Or go for a new IBM servr running on Power G5. 

There was an interesting article on the Inquirer or the Register (can't
remember which) asking whether the purpose of Itanium has been achieved,
and whether it is likely to be ditched in the near future.

The gist of it, basically, was that the Alpha and R4000 (and other
similar chips) seriously outclassed Intel. So by bringing a 64-bit chip
to market, Intel has pretty much hampered the market, killed Alpha and
mips, and seriously crippled Sparc. Their two threats in the 64-bit
space are now primarily the AMD Opteron, and the IBM G5. There's not a
lot they can do about IBM, but their top-end Xeons or whatever have
actually been 64-bit capable for quite a while now. So by delaying
64-bit x86, Intel now have more to lose than to gain. They also won't
want competition between Itanium and x86-64. So guess what - Itanium
will be reclassified as a research product and scrapped. Add in the fact
that AMD is apparently selling more Opterons a quarter than Intel has
ever sold in total, and Opteron really does look like the iceberg that
sank the Itanic (as Itanium is irreverently called :-)
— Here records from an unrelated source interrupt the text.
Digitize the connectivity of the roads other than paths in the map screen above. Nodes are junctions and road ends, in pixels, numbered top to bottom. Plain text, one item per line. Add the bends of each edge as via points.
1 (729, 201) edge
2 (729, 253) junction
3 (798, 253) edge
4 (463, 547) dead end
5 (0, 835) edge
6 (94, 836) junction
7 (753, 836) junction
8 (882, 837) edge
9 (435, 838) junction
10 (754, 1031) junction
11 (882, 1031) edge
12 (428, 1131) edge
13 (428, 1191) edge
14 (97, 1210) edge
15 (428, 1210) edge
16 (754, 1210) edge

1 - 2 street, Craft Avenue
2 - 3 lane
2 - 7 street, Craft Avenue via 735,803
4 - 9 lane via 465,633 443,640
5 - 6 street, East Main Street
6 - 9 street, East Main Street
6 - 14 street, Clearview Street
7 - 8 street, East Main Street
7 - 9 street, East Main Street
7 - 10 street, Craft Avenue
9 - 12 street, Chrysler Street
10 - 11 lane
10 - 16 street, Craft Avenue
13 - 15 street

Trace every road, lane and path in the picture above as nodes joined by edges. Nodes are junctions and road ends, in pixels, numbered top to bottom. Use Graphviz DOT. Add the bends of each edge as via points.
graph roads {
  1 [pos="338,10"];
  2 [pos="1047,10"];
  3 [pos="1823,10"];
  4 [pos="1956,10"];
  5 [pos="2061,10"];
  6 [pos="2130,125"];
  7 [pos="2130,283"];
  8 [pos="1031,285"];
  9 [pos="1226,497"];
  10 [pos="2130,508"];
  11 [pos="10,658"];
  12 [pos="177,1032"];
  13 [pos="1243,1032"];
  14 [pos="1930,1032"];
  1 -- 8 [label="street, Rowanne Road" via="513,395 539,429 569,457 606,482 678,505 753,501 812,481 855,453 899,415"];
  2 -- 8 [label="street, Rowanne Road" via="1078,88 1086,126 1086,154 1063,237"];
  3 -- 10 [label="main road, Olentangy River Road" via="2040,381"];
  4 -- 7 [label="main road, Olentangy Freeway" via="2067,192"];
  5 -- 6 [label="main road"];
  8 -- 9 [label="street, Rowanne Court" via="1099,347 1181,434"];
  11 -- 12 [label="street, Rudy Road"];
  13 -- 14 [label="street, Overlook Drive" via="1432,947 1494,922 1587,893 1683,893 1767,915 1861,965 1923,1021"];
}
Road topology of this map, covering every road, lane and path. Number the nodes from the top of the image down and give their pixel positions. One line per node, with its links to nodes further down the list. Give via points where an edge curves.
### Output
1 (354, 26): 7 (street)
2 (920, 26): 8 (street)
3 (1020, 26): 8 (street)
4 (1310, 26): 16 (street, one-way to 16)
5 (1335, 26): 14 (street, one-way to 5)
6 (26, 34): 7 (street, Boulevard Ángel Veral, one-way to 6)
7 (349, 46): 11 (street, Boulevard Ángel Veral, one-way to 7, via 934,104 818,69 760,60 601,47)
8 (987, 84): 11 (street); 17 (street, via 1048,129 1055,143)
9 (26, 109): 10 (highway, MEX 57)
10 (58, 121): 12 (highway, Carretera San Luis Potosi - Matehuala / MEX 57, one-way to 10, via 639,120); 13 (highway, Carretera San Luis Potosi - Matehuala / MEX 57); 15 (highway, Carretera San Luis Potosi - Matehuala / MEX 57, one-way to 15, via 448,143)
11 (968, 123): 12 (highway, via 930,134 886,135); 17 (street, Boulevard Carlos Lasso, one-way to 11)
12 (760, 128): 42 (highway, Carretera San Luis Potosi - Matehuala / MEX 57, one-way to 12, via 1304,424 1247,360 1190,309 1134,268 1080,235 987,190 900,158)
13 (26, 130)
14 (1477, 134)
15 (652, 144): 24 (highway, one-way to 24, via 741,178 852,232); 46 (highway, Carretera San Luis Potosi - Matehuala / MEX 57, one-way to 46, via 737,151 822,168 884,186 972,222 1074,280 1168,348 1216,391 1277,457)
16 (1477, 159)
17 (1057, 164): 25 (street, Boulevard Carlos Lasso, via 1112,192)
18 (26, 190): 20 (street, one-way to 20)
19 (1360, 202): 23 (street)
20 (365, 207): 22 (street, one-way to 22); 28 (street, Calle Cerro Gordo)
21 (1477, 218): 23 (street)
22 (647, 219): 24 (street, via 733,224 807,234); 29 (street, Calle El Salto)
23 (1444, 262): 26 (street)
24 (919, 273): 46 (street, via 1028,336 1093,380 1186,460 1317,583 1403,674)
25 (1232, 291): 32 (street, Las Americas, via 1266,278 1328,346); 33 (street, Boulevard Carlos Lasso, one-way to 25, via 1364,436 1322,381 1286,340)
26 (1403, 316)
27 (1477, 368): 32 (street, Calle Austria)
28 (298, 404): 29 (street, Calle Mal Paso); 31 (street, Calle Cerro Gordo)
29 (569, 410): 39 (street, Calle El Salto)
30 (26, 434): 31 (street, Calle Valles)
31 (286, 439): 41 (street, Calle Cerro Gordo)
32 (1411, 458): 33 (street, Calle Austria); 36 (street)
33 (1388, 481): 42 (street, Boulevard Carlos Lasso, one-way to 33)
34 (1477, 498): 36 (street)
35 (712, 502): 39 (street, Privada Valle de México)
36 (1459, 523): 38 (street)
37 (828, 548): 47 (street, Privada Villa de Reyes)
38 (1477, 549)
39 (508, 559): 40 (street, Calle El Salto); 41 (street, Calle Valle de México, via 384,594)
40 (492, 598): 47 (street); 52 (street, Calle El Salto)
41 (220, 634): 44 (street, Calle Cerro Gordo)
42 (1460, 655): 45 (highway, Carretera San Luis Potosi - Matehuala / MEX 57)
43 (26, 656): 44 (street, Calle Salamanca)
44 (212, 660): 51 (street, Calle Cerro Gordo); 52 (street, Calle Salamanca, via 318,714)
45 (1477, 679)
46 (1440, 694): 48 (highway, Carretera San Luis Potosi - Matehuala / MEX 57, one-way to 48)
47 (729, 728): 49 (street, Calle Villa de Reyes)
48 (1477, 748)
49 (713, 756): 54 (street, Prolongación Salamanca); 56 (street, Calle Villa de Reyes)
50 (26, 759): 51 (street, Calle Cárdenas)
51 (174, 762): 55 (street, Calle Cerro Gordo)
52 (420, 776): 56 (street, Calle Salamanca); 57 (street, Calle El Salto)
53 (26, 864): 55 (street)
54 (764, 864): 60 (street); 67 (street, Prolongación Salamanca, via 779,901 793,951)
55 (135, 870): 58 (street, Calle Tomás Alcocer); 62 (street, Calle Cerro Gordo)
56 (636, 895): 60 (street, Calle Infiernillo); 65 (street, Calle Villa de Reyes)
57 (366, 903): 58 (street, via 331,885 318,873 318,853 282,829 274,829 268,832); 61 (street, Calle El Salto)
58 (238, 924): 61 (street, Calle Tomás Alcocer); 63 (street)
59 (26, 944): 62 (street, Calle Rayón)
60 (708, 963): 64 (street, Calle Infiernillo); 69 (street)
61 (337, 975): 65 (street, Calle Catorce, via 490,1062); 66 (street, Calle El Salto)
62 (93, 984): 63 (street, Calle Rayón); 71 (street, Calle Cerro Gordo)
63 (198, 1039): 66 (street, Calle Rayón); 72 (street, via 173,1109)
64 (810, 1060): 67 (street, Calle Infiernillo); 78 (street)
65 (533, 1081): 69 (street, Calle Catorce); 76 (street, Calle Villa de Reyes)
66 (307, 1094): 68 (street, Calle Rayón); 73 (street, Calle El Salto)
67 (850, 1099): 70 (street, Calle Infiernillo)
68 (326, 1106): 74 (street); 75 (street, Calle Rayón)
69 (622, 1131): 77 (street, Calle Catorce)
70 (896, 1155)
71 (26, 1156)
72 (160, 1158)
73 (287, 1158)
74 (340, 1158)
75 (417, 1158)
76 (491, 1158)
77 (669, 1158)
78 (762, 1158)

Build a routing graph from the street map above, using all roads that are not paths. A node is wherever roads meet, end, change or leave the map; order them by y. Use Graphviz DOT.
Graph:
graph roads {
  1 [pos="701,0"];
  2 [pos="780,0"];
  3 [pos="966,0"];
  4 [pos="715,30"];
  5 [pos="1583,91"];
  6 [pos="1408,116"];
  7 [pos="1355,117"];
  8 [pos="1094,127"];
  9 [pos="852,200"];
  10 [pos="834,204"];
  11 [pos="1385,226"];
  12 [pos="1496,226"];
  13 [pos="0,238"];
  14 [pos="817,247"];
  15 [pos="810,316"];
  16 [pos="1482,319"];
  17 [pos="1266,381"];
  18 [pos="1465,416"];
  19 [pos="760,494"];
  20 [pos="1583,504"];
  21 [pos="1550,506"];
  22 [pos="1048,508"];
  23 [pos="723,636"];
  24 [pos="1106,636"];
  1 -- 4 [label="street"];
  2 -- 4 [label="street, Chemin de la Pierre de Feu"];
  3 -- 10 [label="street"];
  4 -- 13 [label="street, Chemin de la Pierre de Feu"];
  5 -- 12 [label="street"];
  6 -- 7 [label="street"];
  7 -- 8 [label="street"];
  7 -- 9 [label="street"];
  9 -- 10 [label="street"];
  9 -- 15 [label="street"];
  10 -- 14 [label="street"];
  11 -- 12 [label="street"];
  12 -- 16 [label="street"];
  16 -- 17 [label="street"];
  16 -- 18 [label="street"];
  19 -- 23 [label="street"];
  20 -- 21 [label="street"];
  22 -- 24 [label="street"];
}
While I don't doubt we'll never see it happen, if we had fair
competition between chips, the Itanic would already have sunk without
trace. It *still* can't compete effectively with old EV7 alphas, and the
new Power will flatten it. Sparc should flatten it too, but the
realities of the world mean that Sparc cheetah has already been
flattened between the elephants of IBM and Intel :-( Maybe linux will,
once more, succeed in decoupling software from hardware and lead to true
competition in the hardware market ...

Cheers,
Wol

-----Original Message-----
From: [EMAIL PROTECTED] [mailto:[EMAIL PROTECTED]
On Behalf Of John Hester
Sent: 09 March 2004 21:09
To: U2 Users Discussion List
Subject: Re: UV on Itanium

Glenn Herbert wrote:

> So does this mean it's still a 32-bit app that now runs on RH itanium?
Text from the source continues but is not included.